ATRIの予備研究データによると、SPF豚血小板由来エクソソームは、複数の再生指標において改善を示しました:
- 皮膚組織修復に関する研究指標 対照群と比較して顕著な差(72%)
- 頭髪に関する研究指標 対照群と比較して顕著な差(68%)
- 炎症に関する研究指標 対照群と比較して顕著な差(約45%)
(上記は予備的な研究指標であり、人体における効能や治療効果を保証するものではありません)
これらの結果に基づき、ハイエンドの美容医療、術後ケア、スキンケア、スカルプケア市場への導入に向けた、具体的かつ検証可能な科学的基盤が提供されます。
写真 / 台湾エクソソーム株式会社 会長 洪 奇昌(左)と、農業科技研究院 院長代理 李 紅曦(右)が提携式で署名を完了し、エクソソーム関連技術とその応用における両者の協力を正式に開始しました。(台湾エクソソーム株式会社提供)
NK細胞とエクソソーム:農業と医療のクロスドメイン提携により、免疫関連産業のオールインワン・エコシステムを構築
血小板由来エクソソームに加え、両者は次の段階の研究開発の核心として「NK細胞(ナチュラルキラー細胞)およびそのエクソソーム」に焦点を当てています。現在の高コストで複雑なCAR-T細胞療法と比較して、SPF豚由来NKエクソソームには3つの大きなビジネス上の優位性があります。
- 制御可能なコストと拡張可能な生産: 免疫関連の応用研究および市場導入のハードルを大幅に下げます。
- 物流と保存の利点: エクソソームは生細胞よりも安定しており、コールドチェーン輸送やグローバル供給が容易です。
- 広範な応用の可能性: 免疫調節および腫瘍学におけるエビデンスに基づいた医療応用研究を有しています。
台湾エクソソーム株式会社は、ATRIが持つ国際認証済みの動物実験能力(ハードウェアおよびソフトウェア)と、自社で確立した臨床グレードのNK細胞プロセス技術を組み合わせ、「SPF供給源からエクソソームプロセス、そして臨床応用まで」の中核技術を1年以内に段階的に構築することを目指しています。
署名後、両者は記念撮影を行いました。左から:台湾エクソソーム株式会社 COO兼CTO 林 潔良 博士、洪 奇昌 会長、農業科技研究院 院長代理 李 紅曦 氏、農業資材・付加価値研究所 副所長 楊 啓裕 博士。(台湾エクソソーム株式会社提供)
臨床応用からグローバル展開へ:3段階のロードマップ
世界的な高齢化と再生医療需要の急速な拡大に対応し、台湾エクソソーム株式会社は以下の3段階のグローバル再生医療市場展開戦略を立ち上げます。
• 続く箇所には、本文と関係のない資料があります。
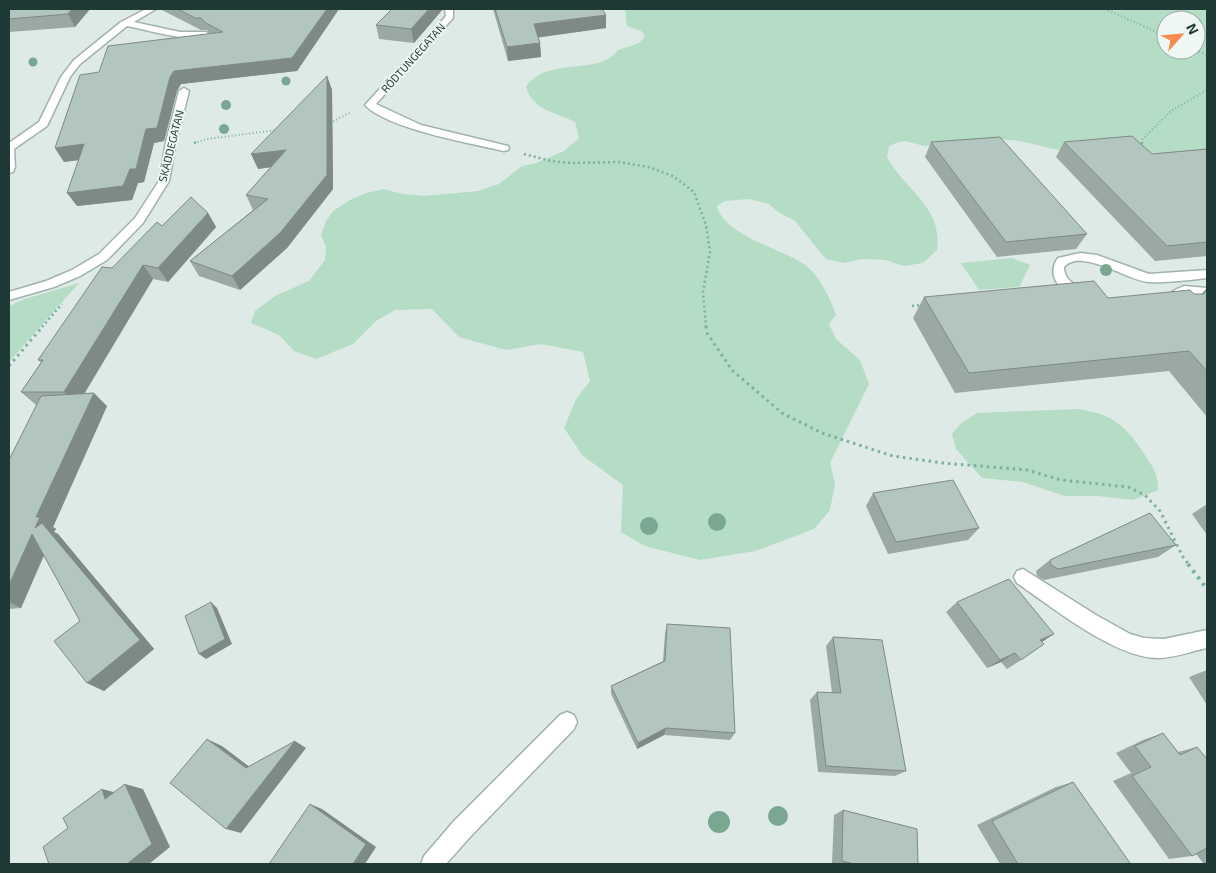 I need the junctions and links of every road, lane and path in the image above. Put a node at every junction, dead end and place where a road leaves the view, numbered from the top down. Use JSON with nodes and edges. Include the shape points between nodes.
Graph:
{"nodes":[{"id":1,"x":152,"y":9,"type":"edge"},
{"id":2,"x":449,"y":9,"type":"edge"},
{"id":3,"x":1105,"y":9,"type":"edge"},
{"id":4,"x":126,"y":23,"type":"junction"},
{"id":5,"x":1156,"y":32,"type":"edge"},
{"id":6,"x":206,"y":36,"type":"edge"},
{"id":7,"x":1207,"y":90,"type":"edge"},
{"id":8,"x":184,"y":92,"type":"dead end"},
{"id":9,"x":281,"y":130,"type":"edge"},
{"id":10,"x":504,"y":148,"type":"joint"},
{"id":11,"x":9,"y":149,"type":"edge"},
{"id":12,"x":170,"y":154,"type":"junction"},
{"id":13,"x":1142,"y":155,"type":"edge"},
{"id":14,"x":9,"y":170,"type":"edge"},
{"id":15,"x":1207,"y":274,"type":"edge"},
{"id":16,"x":1207,"y":292,"type":"edge"},
{"id":17,"x":9,"y":296,"type":"edge"},
{"id":18,"x":1158,"y":298,"type":"edge"},
{"id":19,"x":1173,"y":298,"type":"junction"},
{"id":20,"x":66,"y":300,"type":"dead end"},
{"id":21,"x":1093,"y":301,"type":"edge"},
{"id":22,"x":931,"y":304,"type":"edge"},
{"id":23,"x":912,"y":306,"type":"dead end"},
{"id":24,"x":1180,"y":310,"type":"edge"},
{"id":25,"x":9,"y":366,"type":"edge"},
{"id":26,"x":1023,"y":578,"type":"dead end"},
{"id":27,"x":1207,"y":589,"type":"edge"},
{"id":28,"x":1207,"y":639,"type":"edge"},
{"id":29,"x":567,"y":722,"type":"dead end"},
{"id":30,"x":432,"y":864,"type":"edge"}],
"edges":[{"from":1,"to":4,"type":"street"},
{"from":2,"to":10,"type":"street","name":"RÖDTUNGEGATAN","via":[[450,16],[443,25],[370,105],[414,126]]},
{"from":3,"to":5,"type":"path"},
{"from":4,"to":6,"type":"street","via":[[180,35]]},
{"from":4,"to":11,"type":"street","via":[[77,62],[43,124]]},
{"from":7,"to":13,"type":"path","via":[[1171,111],[1142,140]]},
{"from":8,"to":12,"type":"street","name":"SKÄDDEGATAN"},
{"from":9,"to":12,"type":"path","via":[[207,139]]},
{"from":10,"to":27,"type":"path","via":[[551,161],[618,162],[648,167],[673,176],[694,192],[706,225],[710,252],[703,292],[707,333],[732,370],[782,413],[822,433],[893,456],[943,464],[1027,470],[1087,484],[1128,487],[1145,495],[1160,511],[1183,556]]},
{"from":11,"to":14,"type":"street"},
{"from":12,"to":17,"type":"street","name":"SKÄDDEGATAN","via":[[164,180],[153,201],[103,256],[76,273]]},
{"from":15,"to":21,"type":"street","via":[[1148,278],[1083,256],[1061,261],[1057,272],[1061,280],[1076,293]]},
{"from":16,"to":19,"type":"street","via":[[1185,290]]},
{"from":18,"to":19,"type":"street"},
{"from":19,"to":24,"type":"street"},
{"from":20,"to":25,"type":"path"},
{"from":22,"to":23,"type":"path"},
{"from":26,"to":28,"type":"street","via":[[1122,640],[1143,648],[1158,649]]},
{"from":29,"to":30,"type":"street"}]}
第1フェーズ | 台湾での深耕 SPF豚血小板由来エクソソーム製品を美容医療、再生修復、ハイエンドメンテナンス市場に投入し、収益とブランドの評判を蓄積する。
第2フェーズ | 日本への拡大 日本は世界で最も高齢化が進んだ市場であり、再生医療の規制も整っている。同社は2025年に日本法人を設立し、2026年に臨床試験の申請、2029年から2030年の間に商業化を目指す。
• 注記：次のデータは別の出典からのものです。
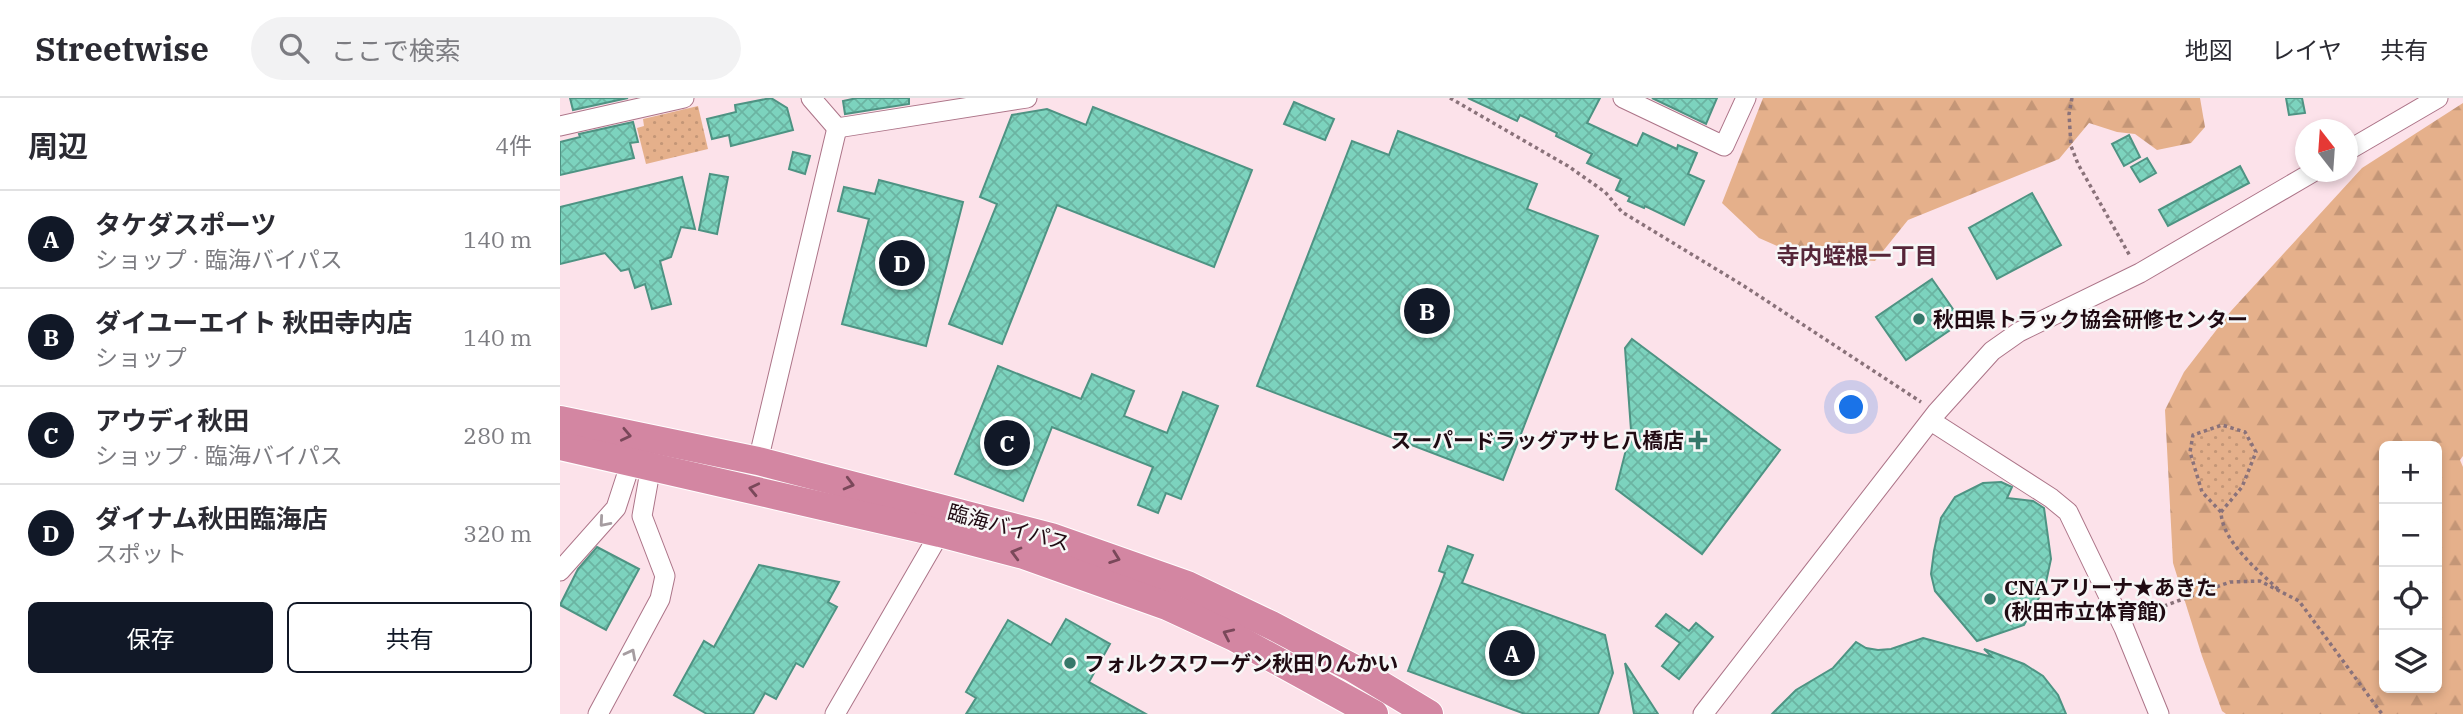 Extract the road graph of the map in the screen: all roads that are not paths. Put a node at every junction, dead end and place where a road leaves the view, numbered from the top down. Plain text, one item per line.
1 (684, 98) edge
2 (811, 98) edge
3 (1027, 98) edge
4 (1623, 98) edge
5 (1746, 98) edge
6 (2438, 98) edge
7 (560, 126) edge
8 (837, 128) junction
9 (2358, 145) edge
10 (2296, 182) edge
11 (1934, 417) junction
12 (560, 420) edge
13 (560, 446) edge
14 (758, 461) junction
15 (641, 464) junction
16 (946, 522) junction
17 (560, 571) edge
18 (598, 714) edge
19 (835, 714) edge
20 (1374, 714) edge
21 (1429, 714) edge
22 (1703, 714) edge
23 (2159, 714) edge

1 - 7 street
2 - 8 street
3 - 8 street
4 - 5 street
6 - 9 street
8 - 14 street
10 - 11 street
11 - 22 street
11 - 23 street
12 -> 14 highway, 臨海バイパス
13 - 15 highway, 臨海バイパス
14 -> 16 highway, 臨海バイパス
16 -> 15 highway, 臨海バイパス
15 -> 17 street
18 -> 15 street
16 - 19 street
20 -> 16 highway, 臨海バイパス
16 -> 21 highway, 臨海バイパス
第3フェーズ | グローバル展開 日本を最初の足がかりとして、欧米市場への進出を継続し、2030年までにグローバルな運営体制を確立し、米国NASDAQへの上場を計画する。
日本市場への進出と免疫療法製品ラインの展開に伴い、5年間の収益は3億5,000万台湾ドル(NT$)に挑戦し、内部収益率(IRR)は30%を超えると見込まれています。
台湾エクソソーム株式会社の洪 奇昌会長は次のように述べています。「今回の提携は単なる一つの技術的突破にとどまらず、台湾のバイオテクノロジー産業が原料の供給源、製造プロセスから臨床応用までの中核技術を真に掌握することを可能にするものです。」 彼は、革新的な「台湾エクソソーム・トリプルソース技術プラットフォーム」を通じて、台湾が世界の再生医療および免疫関連の応用分野で輝きを放ち、高品質な国産医療製品を提供することで社会のニーズに貢献することを期待しています。